= 9th Army Group Royal Artillery =

The 9th Army Group Royal Artillery (9 AGRA) was flexible British Army unit used to command artillery units at corps level during and shortly after the Second World War. It provided a coherent command structure that could be switched between divisional or corps actions en masse. The basic units were medium artillery regiments, but others were added and removed as circumstances required.

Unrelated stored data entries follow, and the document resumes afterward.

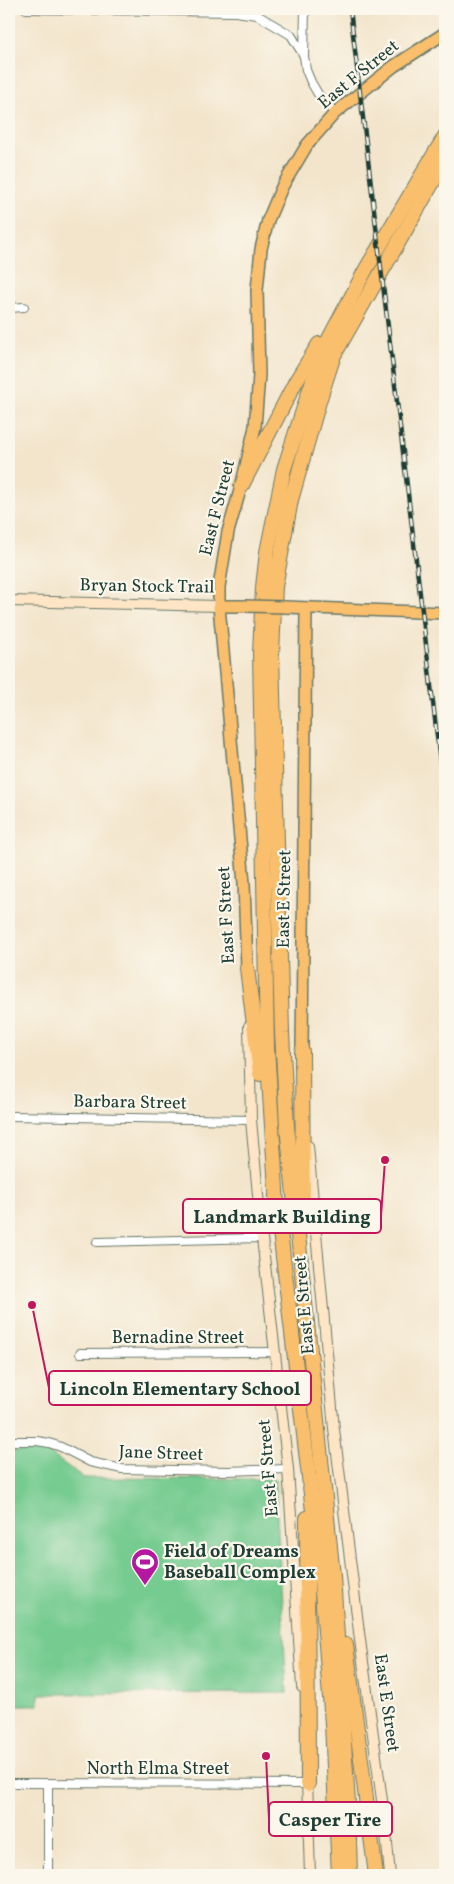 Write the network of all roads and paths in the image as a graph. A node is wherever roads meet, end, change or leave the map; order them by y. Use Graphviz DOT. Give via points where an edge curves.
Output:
graph roads {
  1 [pos="28,9"];
  2 [pos="305,9"];
  3 [pos="445,33"];
  4 [pos="304,56"];
  5 [pos="335,113"];
  6 [pos="445,136"];
  7 [pos="445,161"];
  8 [pos="366,269"];
  9 [pos="24,307"];
  10 [pos="9,308"];
  11 [pos="241,487"];
  12 [pos="9,601"];
  13 [pos="219,606"];
  14 [pos="306,608"];
  15 [pos="445,613"];
  16 [pos="247,968"];
  17 [pos="302,1051"];
  18 [pos="9,1116"];
  19 [pos="251,1120"];
  20 [pos="277,1206"];
  21 [pos="262,1238"];
  22 [pos="97,1242"];
  23 [pos="301,1268"];
  24 [pos="275,1352"];
  25 [pos="80,1353"];
  26 [pos="305,1432"];
  27 [pos="9,1441"];
  28 [pos="288,1469"];
  29 [pos="333,1576"];
  30 [pos="9,1783"];
  31 [pos="48,1783"];
  32 [pos="308,1784"];
  33 [pos="48,1875"];
  34 [pos="310,1875"];
  35 [pos="339,1875"];
  36 [pos="350,1875"];
  37 [pos="376,1875"];
  38 [pos="390,1875"];
  1 -- 4 [label="street" via="257,14 291,35"];
  2 -- 4 [label="street"];
  3 -- 5 [label="main road, East F Street" via="394,66"];
  4 -- 5 [label="street" via="311,82"];
  5 -- 11 [label="main road, East F Street" via="307,145 268,220 261,248 257,290 259,375 255,427"];
  6 -- 8 [label="highway"];
  7 -- 23 [label="highway" via="334,355 291,500 275,587 272,653 282,1033 287,1127"];
  8 -- 11 [label="highway" via="296,380"];
  8 -- 20 [label="highway" via="322,352 295,433 276,502 263,587 260,653 267,1047"];
  9 -- 10 [label="street"];
  11 -- 13 [label="main road, East F Street" via="223,556"];
  12 -- 13 [label="main road, Bryan Stock Trail"];
  13 -- 14 [label="main road, Bryan Stock Trail, bridge"];
  13 -- 16 [label="main road, East F Street" via="244,884"];
  14 -- 15 [label="main road, Bryan Stock Trail"];
  14 -- 17 [label="main road, East E Street"];
  16 -- 19 [label="main road, East F Street"];
  16 -- 20 [label="highway"];
  17 -- 23 [label="highway"];
  17 -- 38 [label="main road, East E Street" via="334,1430"];
  18 -- 19 [label="street, Barbara Street"];
  19 -- 21 [label="main road, East F Street"];
  20 -- 26 [label="highway"];
  21 -- 22 [label="street"];
  21 -- 24 [label="main road, East F Street"];
  23 -- 29 [label="highway"];
  24 -- 25 [label="street, Bernadine Street"];
  24 -- 28 [label="main road, East F Street"];
  26 -- 32 [label="highway"];
  26 -- 35 [label="highway" via="327,1642"];
  27 -- 28 [label="street, Jane Street" via="49,1443 90,1462 122,1469"];
  28 -- 32 [label="main road, East F Street"];
  29 -- 36 [label="highway"];
  29 -- 37 [label="highway" via="342,1612"];
  30 -- 31 [label="street, North Elma Street"];
  31 -- 32 [label="street, North Elma Street"];
  31 -- 33 [label="street"];
  32 -- 34 [label="main road, East F Street"];
} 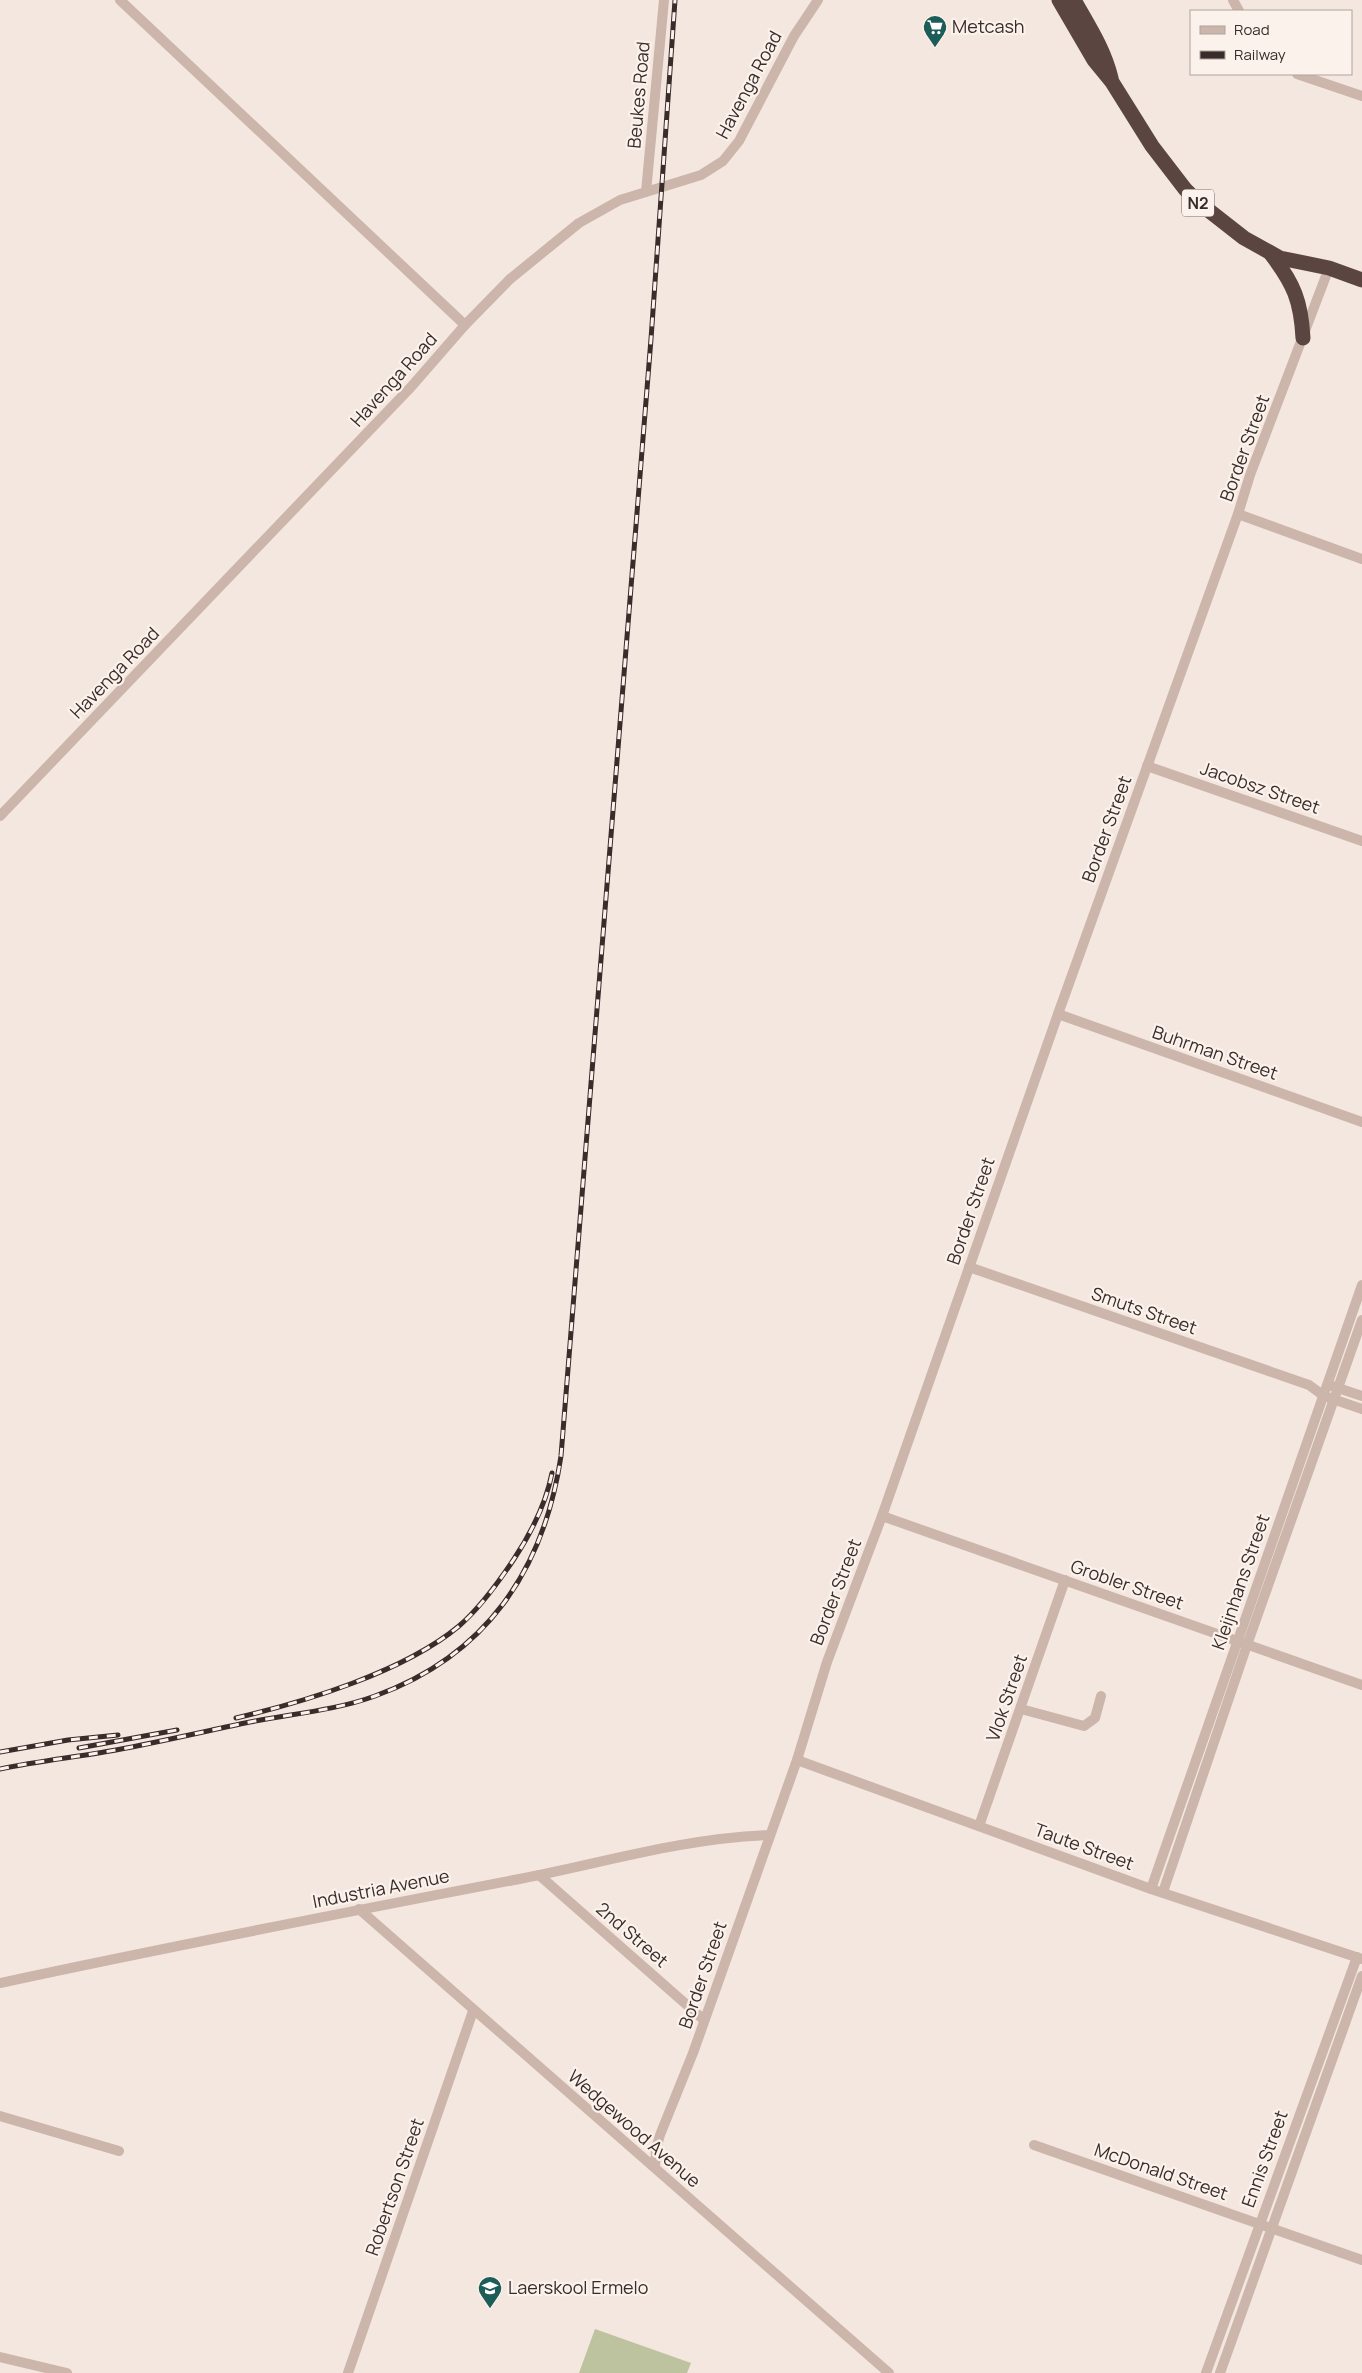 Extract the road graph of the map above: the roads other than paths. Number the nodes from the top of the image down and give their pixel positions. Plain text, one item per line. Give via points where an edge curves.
1 (120, 0) edge
2 (664, 0) edge
3 (818, 0) edge
4 (1059, 0) edge
5 (1074, 0) edge
6 (1300, 75) edge
7 (1112, 82) junction
8 (1362, 96) edge
9 (646, 192) junction
10 (1271, 254) junction
11 (1329, 268) junction
12 (1362, 280) edge
13 (465, 325) junction
14 (1303, 338) junction
15 (1238, 514) junction
16 (1362, 559) edge
17 (1148, 766) junction
18 (0, 816) edge
19 (1362, 841) edge
20 (1058, 1014) junction
21 (1362, 1122) edge
22 (969, 1267) junction
23 (1362, 1285) edge
24 (1362, 1320) edge
25 (1309, 1385) junction
26 (1327, 1385) junction
27 (1338, 1388) junction
28 (1362, 1396) edge
29 (1329, 1397) junction
30 (1362, 1409) edge
31 (882, 1516) junction
32 (1065, 1580) junction
33 (1242, 1643) junction
34 (1362, 1685) edge
35 (1101, 1696) dead end
36 (1020, 1709) junction
37 (797, 1760) junction
38 (979, 1826) junction
39 (769, 1835) junction
40 (539, 1875) junction
41 (1151, 1889) junction
42 (1163, 1892) junction
43 (359, 1909) junction
44 (1359, 1958) edge
45 (1362, 1976) edge
46 (0, 1983) edge
47 (472, 2011) junction
48 (704, 2020) junction
49 (0, 2116) edge
50 (1034, 2145) dead end
51 (119, 2151) dead end
52 (655, 2167) junction
53 (1259, 2223) junction
54 (1271, 2228) junction
55 (1362, 2260) edge
56 (0, 2357) edge
57 (67, 2373) edge
58 (348, 2373) edge
59 (889, 2373) edge
60 (1206, 2373) edge
61 (1220, 2373) edge

1 - 13 street
2 - 9 street, Beukes Road
3 - 9 street, Havenga Road via 794,36 731,153 714,168 701,174
4 - 7 highway, N2 via 1097,65
5 - 7 highway, N2 via 1108,63
6 - 8 street
7 - 10 highway, N2 via 1152,146 1185,189 1221,221
9 - 13 street, Havenga Road via 620,200 579,223 510,279
10 - 11 highway, N2
10 - 14 highway via 1296,291 1301,307
11 - 12 highway, N2
11 - 14 street, Border Street
13 - 18 street, Havenga Road via 405,394
14 - 15 street, Border Street
15 - 16 street
15 - 17 street, Border Street
17 - 19 street, Jacobsz Street
17 - 20 street, Border Street
20 - 21 street, Buhrman Street
20 - 22 street, Border Street
22 - 25 street, Smuts Street
22 - 31 street, Border Street
23 - 26 street, Kleijnhans Street
24 - 27 street, Kleijnhans Street
25 - 26 street, Smuts Street
25 - 29 street, Smuts Street
26 - 27 street, Smuts Street
26 - 29 street, Kleijnhans Street
27 - 28 street, Smuts Street
27 - 29 street, Kleijnhans Street
29 - 30 street, Smuts Street
29 - 33 street, Kleijnhans Street
31 - 32 street, Grobler Street
31 - 37 street, Border Street via 827,1662
32 - 33 street, Grobler Street
32 - 36 street, Vlok Street
33 - 34 street, Grobler Street
33 - 41 street, Kleijnhans Street
33 - 42 street, Kleijnhans Street
35 - 36 street via 1095,1718 1084,1726
36 - 38 street, Vlok Street
37 - 38 street, Taute Street
37 - 39 street, Border Street
38 - 41 street, Taute Street
39 - 40 street, Industria Avenue via 655,1848
39 - 48 street, Border Street
40 - 43 street, Industria Avenue
40 - 48 street, 2nd Street
41 - 42 street, Taute Street
42 - 44 street, Taute Street
43 - 46 street, Industria Avenue
43 - 47 street, Wedgewood Avenue
44 - 53 street, Ennis Street
45 - 54 street, Ennis Street
47 - 52 street, Wedgewood Avenue
47 - 58 street, Robertson Street
48 - 52 street, Border Street via 660,2135
49 - 51 street
50 - 53 street, McDonald Street
52 - 59 street, Wedgewood Avenue
53 - 54 street, McDonald Street
53 - 60 street, Ennis Street
54 - 55 street, McDonald Street
54 - 61 street, Ennis Street
56 - 57 street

9th AGRA was formed on 1 May 1943 from the artillery elements of 79th Armoured Division, whose purpose had been transformed from a general armoured unit into one using specialised armoured vehicles. It was attached to 21st Army Group during the advance from Normandy into Germany. Landing in Normandy on 12 July 1944, postponed from 18 June due to bad weather, the AGRA consisted of the following regiments:
- 9th Medium Regiment, RA
- 10th Medium Regiment, RA
- 11th Medium Regiment, RA
- 107th (South Nottinghamshire Hussars Yeomanry) Medium Regiment, RA
- 146th (Pembroke and Cardiganshire) Medium Regiment, RA
- 59th (Newfoundland) Heavy Regiment, RA
- 3rd Super Heavy Regiment, RA (Enabled Oct 1944)- was still undergoing training in UK.
- 738 Artillery Company, Royal Army Service Corps (RASC)
- No 660 Squadron, RAF (Air Observation Post).